Description of the task. Using the string "Write" as the key, pull each matching line out of the records below.

══ Information ══

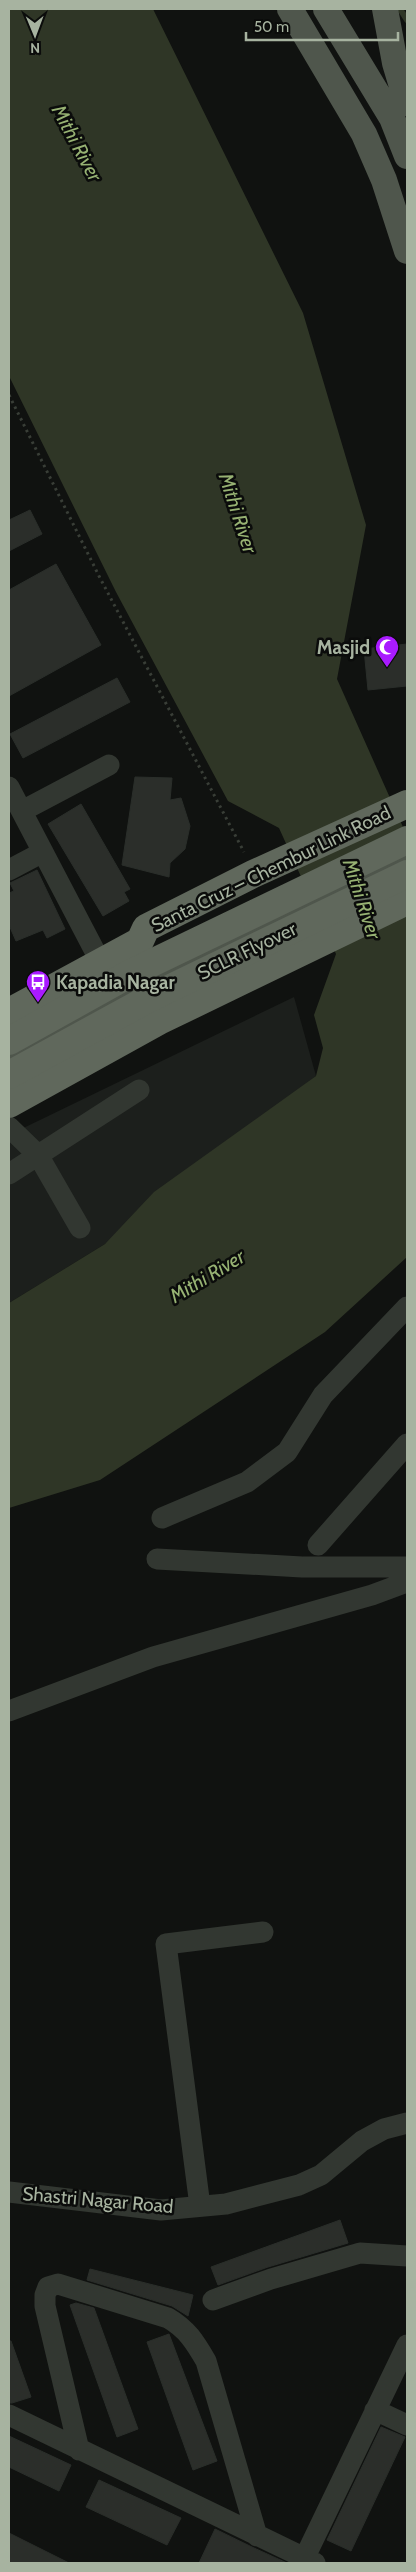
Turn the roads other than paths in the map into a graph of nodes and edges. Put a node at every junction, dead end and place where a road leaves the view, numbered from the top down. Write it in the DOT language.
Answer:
graph roads {
  1 [pos="290,9"];
  2 [pos="326,9"];
  3 [pos="385,9"];
  4 [pos="402,111"];
  5 [pos="407,156"];
  6 [pos="407,251"];
  7 [pos="109,765"];
  8 [pos="9,786"];
  9 [pos="407,804"];
  10 [pos="22,811"];
  11 [pos="407,819"];
  12 [pos="407,840"];
  13 [pos="43,852"];
  14 [pos="407,857"];
  15 [pos="9,870"];
  16 [pos="407,874"];
  17 [pos="260,877"];
  18 [pos="407,901"];
  19 [pos="140,940"];
  20 [pos="100,962"];
  21 [pos="9,1012"];
  22 [pos="178,1012"];
  23 [pos="9,1041"];
  24 [pos="9,1058"];
  25 [pos="9,1076"];
  26 [pos="139,1090"];
  27 [pos="9,1104"];
  28 [pos="9,1127"];
  29 [pos="38,1155"];
  30 [pos="9,1174"];
  31 [pos="80,1228"];
  32 [pos="407,1307"];
  33 [pos="407,1444"];
  34 [pos="162,1518"];
  35 [pos="318,1545"];
  36 [pos="158,1559"];
  37 [pos="407,1567"];
  38 [pos="407,1582"];
  39 [pos="9,1711"];
  40 [pos="263,1932"];
  41 [pos="407,2123"];
  42 [pos="9,2192"];
  43 [pos="200,2206"];
  44 [pos="407,2256"];
  45 [pos="213,2300"];
  46 [pos="407,2345"];
  47 [pos="375,2410"];
  48 [pos="9,2416"];
  49 [pos="407,2425"];
  50 [pos="79,2450"];
  51 [pos="257,2536"];
  52 [pos="309,2561"];
  1 -- 6 [label="main road"];
  2 -- 4 [label="main road"];
  3 -- 4 [label="main road"];
  4 -- 5 [label="main road"];
  7 -- 10 [label="street"];
  8 -- 10 [label="street"];
  9 -- 17 [label="highway, Santa Cruz – Chembur Link Road"];
  10 -- 13 [label="street"];
  11 -- 17 [label="highway"];
  12 -- 23 [label="highway, bridge"];
  13 -- 15 [label="street"];
  13 -- 20 [label="street"];
  14 -- 24 [label="main road, bridge"];
  16 -- 25 [label="highway, SCLR Flyover, bridge"];
  17 -- 19 [label="highway, Santa Cruz – Chembur Link Road"];
  18 -- 22 [label="highway"];
  19 -- 20 [label="highway, Santa Cruz – Chembur Link Road"];
  19 -- 22 [label="highway"];
  20 -- 21 [label="highway, Santa Cruz – Chembur Link Road"];
  22 -- 27 [label="highway"];
  26 -- 29 [label="street"];
  28 -- 29 [label="street"];
  29 -- 30 [label="street"];
  29 -- 31 [label="street"];
  32 -- 34 [label="street"];
  33 -- 35 [label="street"];
  36 -- 37 [label="street"];
  38 -- 39 [label="street"];
  40 -- 43 [label="street"];
  41 -- 43 [label="street, Shastri Nagar Road"];
  42 -- 43 [label="street, Shastri Nagar Road"];
  44 -- 45 [label="street"];
  46 -- 47 [label="street"];
  47 -- 49 [label="street"];
  47 -- 52 [label="street"];
  48 -- 50 [label="street"];
  50 -- 51 [label="street"];
  50 -- 51 [label="street"];
  51 -- 52 [label="street"];
}
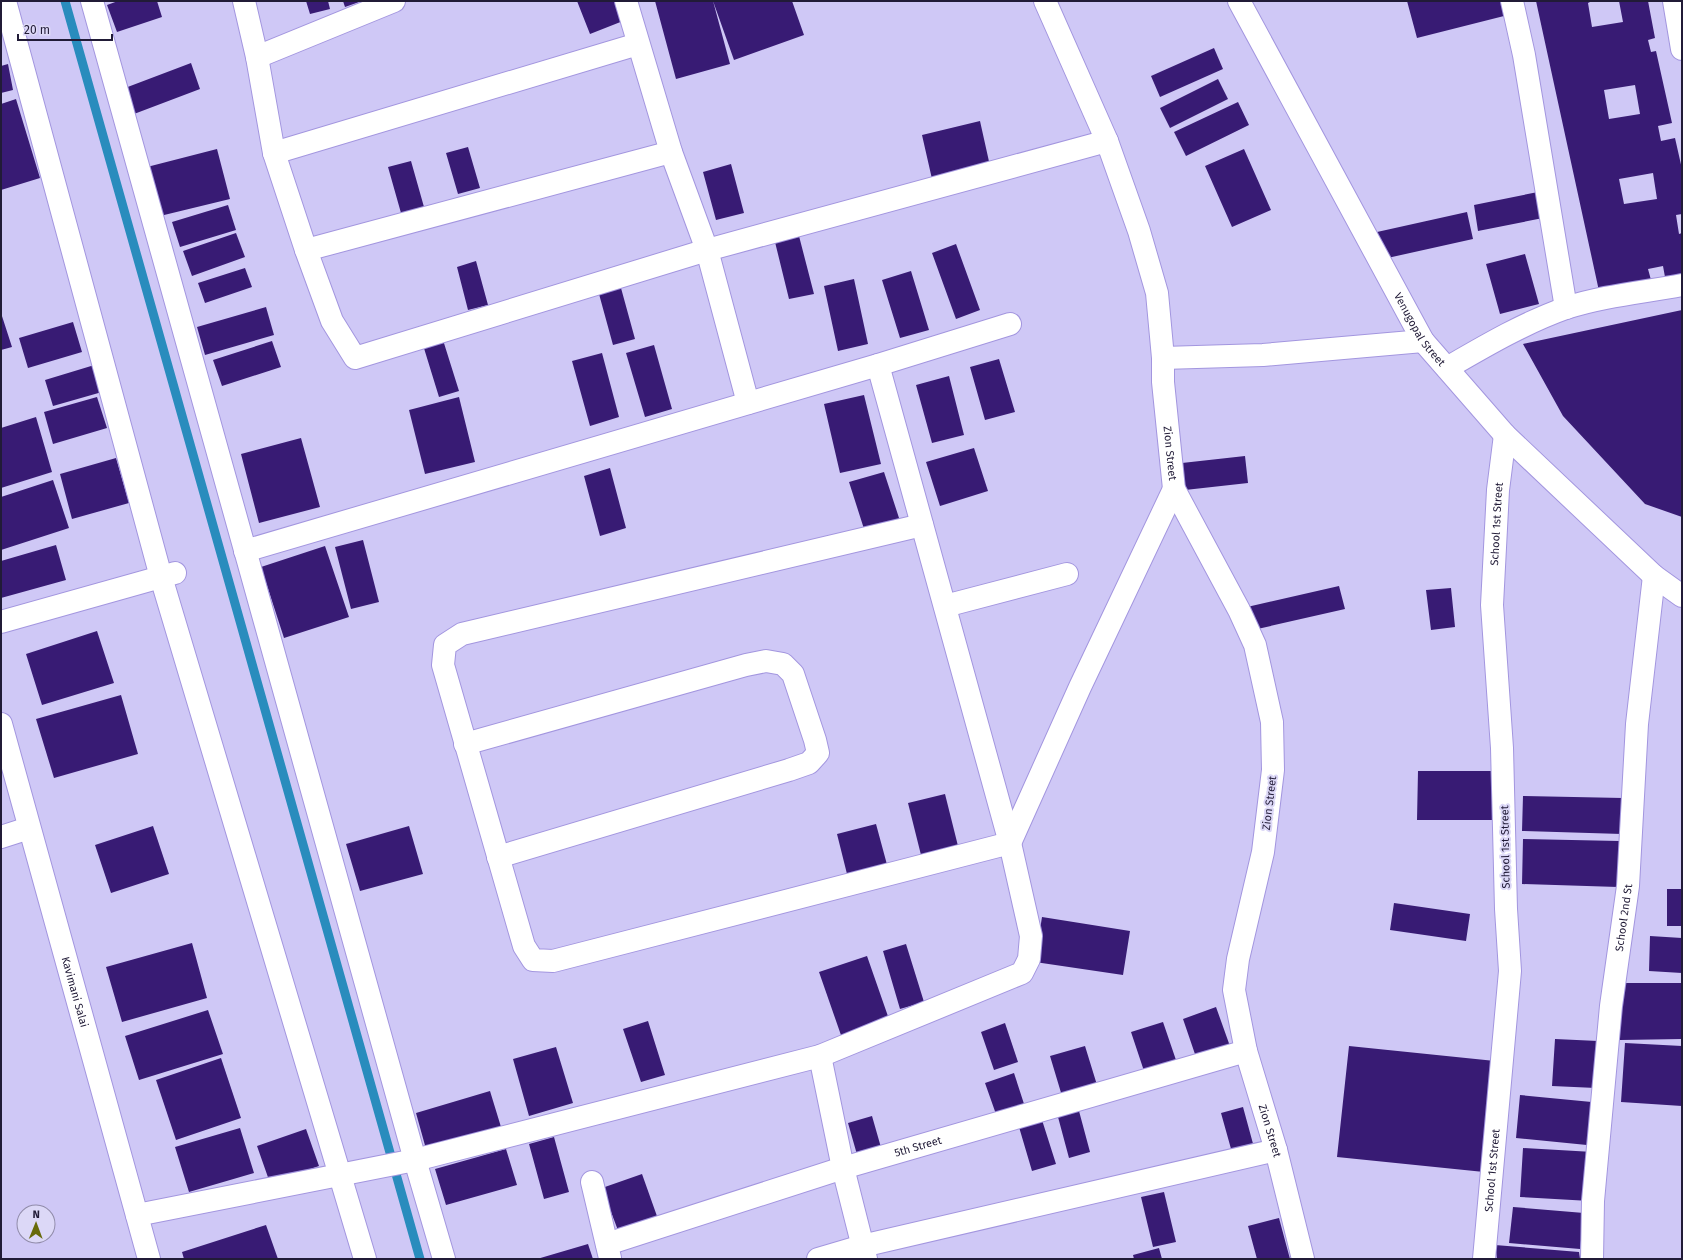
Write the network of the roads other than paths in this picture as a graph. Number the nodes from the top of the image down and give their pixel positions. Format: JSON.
{"nodes":[{"id":1,"x":4,"y":1,"type":"edge"},
{"id":2,"x":92,"y":1,"type":"edge"},
{"id":3,"x":244,"y":1,"type":"edge"},
{"id":4,"x":394,"y":1,"type":"edge"},
{"id":5,"x":626,"y":1,"type":"edge"},
{"id":6,"x":1045,"y":1,"type":"edge"},
{"id":7,"x":1239,"y":1,"type":"edge"},
{"id":8,"x":1512,"y":1,"type":"edge"},
{"id":9,"x":1674,"y":1,"type":"edge"},
{"id":10,"x":638,"y":44,"type":"junction"},
{"id":11,"x":1682,"y":49,"type":"edge"},
{"id":12,"x":257,"y":56,"type":"junction"},
{"id":13,"x":1107,"y":141,"type":"junction"},
{"id":14,"x":671,"y":152,"type":"junction"},
{"id":15,"x":274,"y":153,"type":"junction"},
{"id":16,"x":306,"y":250,"type":"junction"},
{"id":17,"x":707,"y":250,"type":"junction"},
{"id":18,"x":1682,"y":285,"type":"edge"},
{"id":19,"x":1566,"y":308,"type":"junction"},
{"id":20,"x":1010,"y":324,"type":"dead end"},
{"id":21,"x":1423,"y":341,"type":"junction"},
{"id":22,"x":1163,"y":358,"type":"junction"},
{"id":23,"x":878,"y":365,"type":"junction"},
{"id":24,"x":1447,"y":368,"type":"junction"},
{"id":25,"x":748,"y":403,"type":"junction"},
{"id":26,"x":1505,"y":435,"type":"junction"},
{"id":27,"x":1174,"y":489,"type":"junction"},
{"id":28,"x":922,"y":525,"type":"junction"},
{"id":29,"x":245,"y":551,"type":"junction"},
{"id":30,"x":1066,"y":574,"type":"dead end"},
{"id":31,"x":168,"y":575,"type":"junction"},
{"id":32,"x":1654,"y":576,"type":"junction"},
{"id":33,"x":1682,"y":596,"type":"edge"},
{"id":34,"x":945,"y":606,"type":"junction"},
{"id":35,"x":1,"y":622,"type":"edge"},
{"id":36,"x":1,"y":724,"type":"edge"},
{"id":37,"x":465,"y":744,"type":"junction"},
{"id":38,"x":29,"y":828,"type":"junction"},
{"id":39,"x":1,"y":837,"type":"edge"},
{"id":40,"x":1010,"y":843,"type":"junction"},
{"id":41,"x":498,"y":857,"type":"junction"},
{"id":42,"x":1246,"y":1052,"type":"junction"},
{"id":43,"x":820,"y":1056,"type":"junction"},
{"id":44,"x":1276,"y":1150,"type":"junction"},
{"id":45,"x":415,"y":1160,"type":"junction"},
{"id":46,"x":843,"y":1168,"type":"junction"},
{"id":47,"x":340,"y":1174,"type":"junction"},
{"id":48,"x":592,"y":1182,"type":"dead end"},
{"id":49,"x":136,"y":1214,"type":"junction"},
{"id":50,"x":608,"y":1252,"type":"edge"},
{"id":51,"x":864,"y":1252,"type":"edge"},
{"id":52,"x":149,"y":1259,"type":"edge"},
{"id":53,"x":364,"y":1259,"type":"edge"},
{"id":54,"x":444,"y":1259,"type":"edge"},
{"id":55,"x":818,"y":1259,"type":"edge"},
{"id":56,"x":1303,"y":1259,"type":"edge"},
{"id":57,"x":1484,"y":1259,"type":"edge"},
{"id":58,"x":1592,"y":1259,"type":"edge"}],
"edges":[{"from":1,"to":31,"type":"street"},
{"from":2,"to":29,"type":"street"},
{"from":3,"to":12,"type":"street"},
{"from":4,"to":12,"type":"street"},
{"from":5,"to":10,"type":"street"},
{"from":6,"to":13,"type":"street","name":"Zion Street"},
{"from":7,"to":21,"type":"street","name":"Venugopal Street"},
{"from":8,"to":19,"type":"street"},
{"from":9,"to":11,"type":"street"},
{"from":10,"to":14,"type":"street"},
{"from":10,"to":15,"type":"street"},
{"from":12,"to":15,"type":"street"},
{"from":13,"to":17,"type":"street"},
{"from":13,"to":22,"type":"street","name":"Zion Street"},
{"from":14,"to":16,"type":"street"},
{"from":14,"to":17,"type":"street"},
{"from":15,"to":16,"type":"street"},
{"from":16,"to":17,"type":"street"},
{"from":17,"to":25,"type":"street"},
{"from":18,"to":19,"type":"street"},
{"from":19,"to":24,"type":"street"},
{"from":20,"to":23,"type":"street"},
{"from":21,"to":22,"type":"street"},
{"from":21,"to":24,"type":"street","name":"Venugopal Street"},
{"from":22,"to":27,"type":"street","name":"Zion Street"},
{"from":23,"to":25,"type":"street"},
{"from":23,"to":28,"type":"street"},
{"from":24,"to":26,"type":"street","name":"Venugopal Street"},
{"from":25,"to":29,"type":"street"},
{"from":26,"to":32,"type":"street","name":"Venugopal Street"},
{"from":26,"to":57,"type":"street","name":"School 1st Street"},
{"from":27,"to":40,"type":"street"},
{"from":27,"to":42,"type":"street","name":"Zion Street"},
{"from":28,"to":34,"type":"street"},
{"from":28,"to":37,"type":"street"},
{"from":29,"to":45,"type":"street"},
{"from":30,"to":34,"type":"street"},
{"from":31,"to":35,"type":"street"},
{"from":31,"to":47,"type":"street"},
{"from":32,"to":33,"type":"street","name":"Venugopal Street"},
{"from":32,"to":58,"type":"street","name":"School 2nd St"},
{"from":34,"to":40,"type":"street"},
{"from":36,"to":38,"type":"street","name":"Kavimani Salai"},
{"from":37,"to":41,"type":"street"},
{"from":37,"to":41,"type":"street"},
{"from":38,"to":39,"type":"street"},
{"from":38,"to":49,"type":"street","name":"Kavimani Salai"},
{"from":40,"to":41,"type":"street"},
{"from":40,"to":43,"type":"street"},
{"from":42,"to":44,"type":"street","name":"Zion Street"},
{"from":42,"to":46,"type":"street","name":"5th Street"},
{"from":43,"to":45,"type":"street"},
{"from":43,"to":46,"type":"street"},
{"from":44,"to":51,"type":"street"},
{"from":44,"to":56,"type":"street","name":"Zion Street"},
{"from":45,"to":47,"type":"street"},
{"from":45,"to":54,"type":"street"},
{"from":46,"to":50,"type":"street","name":"5th Street"},
{"from":46,"to":51,"type":"street"},
{"from":47,"to":49,"type":"street"},
{"from":47,"to":53,"type":"street"},
{"from":48,"to":50,"type":"street"},
{"from":49,"to":52,"type":"street","name":"Kavimani Salai"},
{"from":51,"to":55,"type":"street"}]}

═══

Task solution.
Turn the roads other than paths in the map into a graph of nodes and edges. Put a node at every junction, dead end and place where a road leaves the view, numbered from the top down. Write it in the DOT language.
Write the network of the roads other than paths in this picture as a graph. Number the nodes from the top of the image down and give their pixel positions. Format: JSON.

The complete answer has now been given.